**Task brief:** For the records below, the count of lines that hold "nodes" is required; give only that number.

**Data listing:**

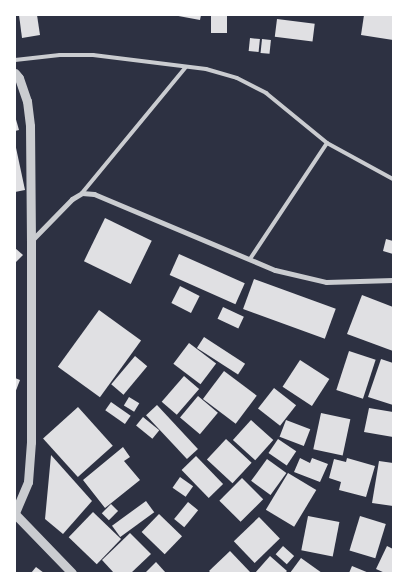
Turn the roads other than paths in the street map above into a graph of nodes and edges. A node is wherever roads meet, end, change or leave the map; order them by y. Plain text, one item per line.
1 (15, 60) edge
2 (186, 67) junction
3 (15, 73) edge
4 (327, 143) junction
5 (393, 179) edge
6 (82, 193) junction
7 (31, 240) junction
8 (250, 258) junction
9 (393, 280) edge
10 (15, 513) edge
11 (72, 573) edge

1 - 2 lane
2 - 4 lane
2 - 6 lane
3 - 7 street
4 - 5 lane
4 - 8 lane
6 - 7 street
6 - 8 street
7 - 10 street
8 - 9 street
10 - 11 street

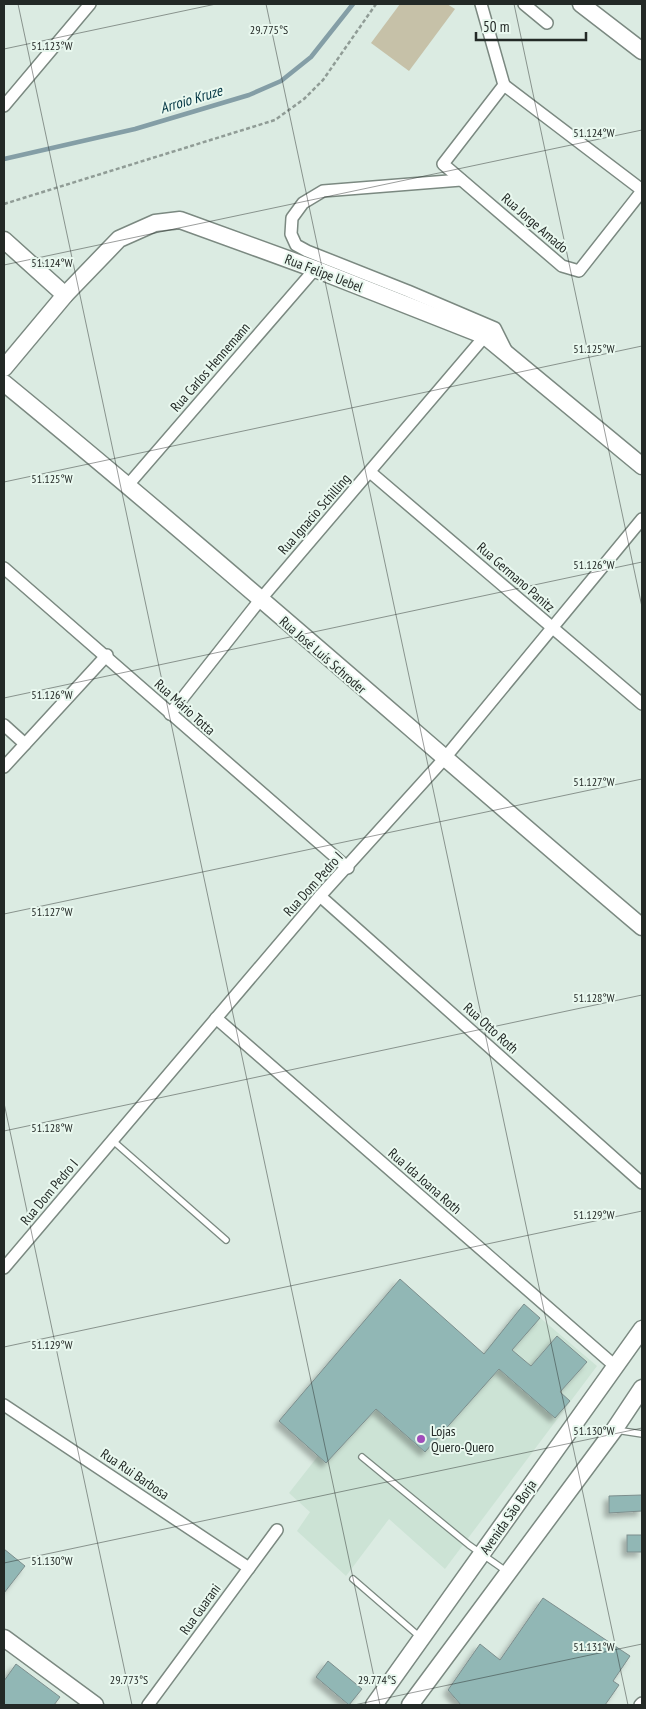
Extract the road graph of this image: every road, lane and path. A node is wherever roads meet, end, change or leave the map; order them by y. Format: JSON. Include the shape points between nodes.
{"nodes":[{"id":1,"x":90,"y":4,"type":"edge"},
{"id":2,"x":376,"y":4,"type":"edge"},
{"id":3,"x":481,"y":4,"type":"edge"},
{"id":4,"x":524,"y":4,"type":"edge"},
{"id":5,"x":581,"y":4,"type":"edge"},
{"id":6,"x":547,"y":23,"type":"dead end"},
{"id":7,"x":642,"y":51,"type":"edge"},
{"id":8,"x":504,"y":85,"type":"junction"},
{"id":9,"x":4,"y":106,"type":"edge"},
{"id":10,"x":461,"y":180,"type":"junction"},
{"id":11,"x":642,"y":191,"type":"edge"},
{"id":12,"x":4,"y":204,"type":"edge"},
{"id":13,"x":4,"y":240,"type":"edge"},
{"id":14,"x":315,"y":269,"type":"junction"},
{"id":15,"x":65,"y":295,"type":"junction"},
{"id":16,"x":485,"y":336,"type":"junction"},
{"id":17,"x":507,"y":354,"type":"junction"},
{"id":18,"x":4,"y":368,"type":"edge"},
{"id":19,"x":4,"y":383,"type":"edge"},
{"id":20,"x":642,"y":466,"type":"edge"},
{"id":21,"x":370,"y":472,"type":"junction"},
{"id":22,"x":128,"y":485,"type":"junction"},
{"id":23,"x":642,"y":519,"type":"edge"},
{"id":24,"x":4,"y":568,"type":"edge"},
{"id":25,"x":260,"y":600,"type":"junction"},
{"id":26,"x":551,"y":627,"type":"junction"},
{"id":27,"x":106,"y":655,"type":"junction"},
{"id":28,"x":642,"y":704,"type":"edge"},
{"id":29,"x":170,"y":714,"type":"junction"},
{"id":30,"x":4,"y":725,"type":"edge"},
{"id":31,"x":25,"y":744,"type":"junction"},
{"id":32,"x":444,"y":759,"type":"junction"},
{"id":33,"x":4,"y":767,"type":"edge"},
{"id":34,"x":348,"y":868,"type":"junction"},
{"id":35,"x":320,"y":896,"type":"junction"},
{"id":36,"x":642,"y":927,"type":"edge"},
{"id":37,"x":216,"y":1018,"type":"junction"},
{"id":38,"x":112,"y":1140,"type":"junction"},
{"id":39,"x":642,"y":1183,"type":"edge"},
{"id":40,"x":226,"y":1240,"type":"dead end"},
{"id":41,"x":4,"y":1268,"type":"edge"},
{"id":42,"x":642,"y":1329,"type":"edge"},
{"id":43,"x":615,"y":1366,"type":"junction"},
{"id":44,"x":642,"y":1388,"type":"edge"},
{"id":45,"x":4,"y":1405,"type":"edge"},
{"id":46,"x":614,"y":1430,"type":"junction"},
{"id":47,"x":642,"y":1434,"type":"edge"},
{"id":48,"x":362,"y":1457,"type":"dead end"},
{"id":49,"x":277,"y":1530,"type":"dead end"},
{"id":50,"x":483,"y":1553,"type":"junction"},
{"id":51,"x":249,"y":1568,"type":"junction"},
{"id":52,"x":508,"y":1572,"type":"junction"},
{"id":53,"x":353,"y":1579,"type":"dead end"},
{"id":54,"x":4,"y":1638,"type":"edge"},
{"id":55,"x":422,"y":1638,"type":"junction"},
{"id":56,"x":95,"y":1705,"type":"edge"},
{"id":57,"x":148,"y":1705,"type":"edge"},
{"id":58,"x":374,"y":1705,"type":"edge"},
{"id":59,"x":410,"y":1705,"type":"edge"}],
"edges":[{"from":1,"to":9,"type":"street"},
{"from":2,"to":12,"type":"path","via":[[322,80],[304,99],[275,120]]},
{"from":3,"to":8,"type":"street"},
{"from":4,"to":6,"type":"street"},
{"from":5,"to":7,"type":"street"},
{"from":8,"to":10,"type":"street","name":"Rua Jorge Amado","via":[[443,164]]},
{"from":8,"to":11,"type":"street"},
{"from":10,"to":11,"type":"street","name":"Rua Jorge Amado","via":[[562,266],[579,271]]},
{"from":10,"to":17,"type":"street","via":[[324,191],[303,203],[292,218],[291,234],[296,245],[306,251],[495,328]]},
{"from":13,"to":15,"type":"street"},
{"from":14,"to":15,"type":"street","name":"Rua Felipe Uebel","via":[[180,220],[155,223],[119,239]]},
{"from":14,"to":16,"type":"street","name":"Rua Felipe Uebel"},
{"from":14,"to":22,"type":"street","name":"Rua Carlos Hennemann"},
{"from":15,"to":18,"type":"street","name":"Rua Felipe Uebel"},
{"from":16,"to":17,"type":"street","name":"Rua Felipe Uebel"},
{"from":16,"to":21,"type":"street","name":"Rua Ignacio Schilling"},
{"from":17,"to":20,"type":"street","name":"Rua Felipe Uebel"},
{"from":19,"to":22,"type":"street","name":"Rua José Luís Schroder"},
{"from":21,"to":25,"type":"street","name":"Rua Ignacio Schilling"},
{"from":21,"to":26,"type":"street","name":"Rua Germano Panitz"},
{"from":22,"to":25,"type":"street","name":"Rua José Luís Schroder"},
{"from":23,"to":26,"type":"street","name":"Rua Dom Pedro I"},
{"from":24,"to":27,"type":"street","name":"Rua Mário Totta"},
{"from":25,"to":29,"type":"street","name":"Rua Ignacio Schilling"},
{"from":25,"to":32,"type":"street","name":"Rua José Luís Schroder"},
{"from":26,"to":28,"type":"street","name":"Rua Germano Panitz"},
{"from":26,"to":32,"type":"street","name":"Rua Dom Pedro I"},
{"from":27,"to":29,"type":"street","name":"Rua Mário Totta"},
{"from":27,"to":31,"type":"street"},
{"from":29,"to":34,"type":"street","name":"Rua Mário Totta"},
{"from":30,"to":31,"type":"street"},
{"from":31,"to":33,"type":"street"},
{"from":32,"to":34,"type":"street","name":"Rua Dom Pedro I"},
{"from":32,"to":36,"type":"street","name":"Rua José Luís Schroder"},
{"from":34,"to":35,"type":"street","name":"Rua Dom Pedro I"},
{"from":35,"to":37,"type":"street","name":"Rua Dom Pedro I"},
{"from":35,"to":39,"type":"street","name":"Rua Otto Roth"},
{"from":37,"to":38,"type":"street","name":"Rua Dom Pedro I"},
{"from":37,"to":43,"type":"street","name":"Rua Ida Joana Roth"},
{"from":38,"to":40,"type":"lane"},
{"from":38,"to":41,"type":"street","name":"Rua Dom Pedro I"},
{"from":42,"to":43,"type":"street","name":"Avenida São Borja"},
{"from":43,"to":50,"type":"street","name":"Avenida São Borja"},
{"from":44,"to":46,"type":"street"},
{"from":45,"to":51,"type":"street","name":"Rua Rui Barbosa"},
{"from":46,"to":47,"type":"lane"},
{"from":46,"to":52,"type":"street"},
{"from":48,"to":50,"type":"lane"},
{"from":49,"to":51,"type":"street","name":"Rua Guarani"},
{"from":50,"to":52,"type":"lane"},
{"from":50,"to":55,"type":"street","name":"Avenida São Borja"},
{"from":51,"to":57,"type":"street","name":"Rua Guarani"},
{"from":52,"to":59,"type":"street"},
{"from":53,"to":55,"type":"lane"},
{"from":54,"to":56,"type":"street"},
{"from":55,"to":58,"type":"street","name":"Avenida São Borja"}]}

**Exercise solution:** 3